● Required work
The answer should contain all of the data, retyped without any alteration.

● Stored items
++++++++

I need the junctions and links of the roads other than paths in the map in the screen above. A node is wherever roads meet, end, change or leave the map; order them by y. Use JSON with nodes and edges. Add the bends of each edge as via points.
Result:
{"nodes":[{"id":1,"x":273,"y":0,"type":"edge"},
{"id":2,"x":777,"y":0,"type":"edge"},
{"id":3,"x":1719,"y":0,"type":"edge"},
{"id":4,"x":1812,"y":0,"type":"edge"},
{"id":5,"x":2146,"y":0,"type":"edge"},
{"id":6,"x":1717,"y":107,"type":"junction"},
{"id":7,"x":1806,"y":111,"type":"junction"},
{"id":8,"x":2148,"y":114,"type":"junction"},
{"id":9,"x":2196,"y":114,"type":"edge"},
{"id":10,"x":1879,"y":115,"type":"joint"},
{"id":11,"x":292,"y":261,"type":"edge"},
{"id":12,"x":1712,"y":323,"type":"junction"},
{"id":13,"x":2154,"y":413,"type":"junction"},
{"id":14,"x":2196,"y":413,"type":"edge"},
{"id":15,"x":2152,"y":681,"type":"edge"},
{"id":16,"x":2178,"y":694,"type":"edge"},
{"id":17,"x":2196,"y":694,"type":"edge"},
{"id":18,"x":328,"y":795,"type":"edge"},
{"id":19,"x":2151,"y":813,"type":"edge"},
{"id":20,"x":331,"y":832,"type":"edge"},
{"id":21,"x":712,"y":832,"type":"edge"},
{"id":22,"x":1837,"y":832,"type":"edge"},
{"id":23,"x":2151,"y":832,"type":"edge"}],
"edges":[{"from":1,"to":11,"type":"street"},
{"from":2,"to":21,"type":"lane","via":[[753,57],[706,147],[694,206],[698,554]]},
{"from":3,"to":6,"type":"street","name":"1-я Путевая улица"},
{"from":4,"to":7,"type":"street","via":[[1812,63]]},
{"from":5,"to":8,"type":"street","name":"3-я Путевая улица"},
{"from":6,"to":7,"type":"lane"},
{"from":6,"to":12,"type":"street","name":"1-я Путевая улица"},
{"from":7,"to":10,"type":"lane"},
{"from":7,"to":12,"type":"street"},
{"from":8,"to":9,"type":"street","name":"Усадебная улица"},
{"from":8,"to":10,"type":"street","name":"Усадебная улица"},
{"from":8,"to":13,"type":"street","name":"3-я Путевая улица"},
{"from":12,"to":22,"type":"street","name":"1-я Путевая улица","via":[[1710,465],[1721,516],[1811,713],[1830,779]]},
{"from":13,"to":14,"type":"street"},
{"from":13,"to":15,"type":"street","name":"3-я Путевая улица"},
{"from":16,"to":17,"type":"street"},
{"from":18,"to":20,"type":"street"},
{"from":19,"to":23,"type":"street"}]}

++++++++

● Reply to the exercise
I need the junctions and links of the roads other than paths in the map in the screen above. A node is wherever roads meet, end, change or leave the map; order them by y. Use JSON with nodes and edges. Add the bends of each edge as via points.
Result:
{"nodes":[{"id":1,"x":273,"y":0,"type":"edge"},
{"id":2,"x":777,"y":0,"type":"edge"},
{"id":3,"x":1719,"y":0,"type":"edge"},
{"id":4,"x":1812,"y":0,"type":"edge"},
{"id":5,"x":2146,"y":0,"type":"edge"},
{"id":6,"x":1717,"y":107,"type":"junction"},
{"id":7,"x":1806,"y":111,"type":"junction"},
{"id":8,"x":2148,"y":114,"type":"junction"},
{"id":9,"x":2196,"y":114,"type":"edge"},
{"id":10,"x":1879,"y":115,"type":"joint"},
{"id":11,"x":292,"y":261,"type":"edge"},
{"id":12,"x":1712,"y":323,"type":"junction"},
{"id":13,"x":2154,"y":413,"type":"junction"},
{"id":14,"x":2196,"y":413,"type":"edge"},
{"id":15,"x":2152,"y":681,"type":"edge"},
{"id":16,"x":2178,"y":694,"type":"edge"},
{"id":17,"x":2196,"y":694,"type":"edge"},
{"id":18,"x":328,"y":795,"type":"edge"},
{"id":19,"x":2151,"y":813,"type":"edge"},
{"id":20,"x":331,"y":832,"type":"edge"},
{"id":21,"x":712,"y":832,"type":"edge"},
{"id":22,"x":1837,"y":832,"type":"edge"},
{"id":23,"x":2151,"y":832,"type":"edge"}],
"edges":[{"from":1,"to":11,"type":"street"},
{"from":2,"to":21,"type":"lane","via":[[753,57],[706,147],[694,206],[698,554]]},
{"from":3,"to":6,"type":"street","name":"1-я Путевая улица"},
{"from":4,"to":7,"type":"street","via":[[1812,63]]},
{"from":5,"to":8,"type":"street","name":"3-я Путевая улица"},
{"from":6,"to":7,"type":"lane"},
{"from":6,"to":12,"type":"street","name":"1-я Путевая улица"},
{"from":7,"to":10,"type":"lane"},
{"from":7,"to":12,"type":"street"},
{"from":8,"to":9,"type":"street","name":"Усадебная улица"},
{"from":8,"to":10,"type":"street","name":"Усадебная улица"},
{"from":8,"to":13,"type":"street","name":"3-я Путевая улица"},
{"from":12,"to":22,"type":"street","name":"1-я Путевая улица","via":[[1710,465],[1721,516],[1811,713],[1830,779]]},
{"from":13,"to":14,"type":"street"},
{"from":13,"to":15,"type":"street","name":"3-я Путевая улица"},
{"from":16,"to":17,"type":"street"},
{"from":18,"to":20,"type":"street"},
{"from":19,"to":23,"type":"street"}]}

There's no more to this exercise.